## What is required
All entries must be transcribed without a single difference.

::::

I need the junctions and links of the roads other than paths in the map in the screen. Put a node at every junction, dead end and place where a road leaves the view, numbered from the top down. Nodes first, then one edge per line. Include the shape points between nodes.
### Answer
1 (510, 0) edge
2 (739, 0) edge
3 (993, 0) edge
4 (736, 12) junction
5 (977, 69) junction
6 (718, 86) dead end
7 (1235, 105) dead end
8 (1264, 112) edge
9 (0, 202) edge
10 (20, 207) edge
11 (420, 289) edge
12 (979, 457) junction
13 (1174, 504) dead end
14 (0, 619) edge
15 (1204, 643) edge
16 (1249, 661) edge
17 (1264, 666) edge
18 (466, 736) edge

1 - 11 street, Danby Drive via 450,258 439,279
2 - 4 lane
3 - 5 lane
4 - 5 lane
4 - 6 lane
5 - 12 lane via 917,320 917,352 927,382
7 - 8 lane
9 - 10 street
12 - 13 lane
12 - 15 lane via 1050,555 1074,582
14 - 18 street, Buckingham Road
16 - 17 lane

::::

## Answer box
I need the junctions and links of the roads other than paths in the map in the screen. Put a node at every junction, dead end and place where a road leaves the view, numbered from the top down. Nodes first, then one edge per line. Include the shape points between nodes.
### Answer
1 (510, 0) edge
2 (739, 0) edge
3 (993, 0) edge
4 (736, 12) junction
5 (977, 69) junction
6 (718, 86) dead end
7 (1235, 105) dead end
8 (1264, 112) edge
9 (0, 202) edge
10 (20, 207) edge
11 (420, 289) edge
12 (979, 457) junction
13 (1174, 504) dead end
14 (0, 619) edge
15 (1204, 643) edge
16 (1249, 661) edge
17 (1264, 666) edge
18 (466, 736) edge

1 - 11 street, Danby Drive via 450,258 439,279
2 - 4 lane
3 - 5 lane
4 - 5 lane
4 - 6 lane
5 - 12 lane via 917,320 917,352 927,382
7 - 8 lane
9 - 10 street
12 - 13 lane
12 - 15 lane via 1050,555 1074,582
14 - 18 street, Buckingham Road
16 - 17 lane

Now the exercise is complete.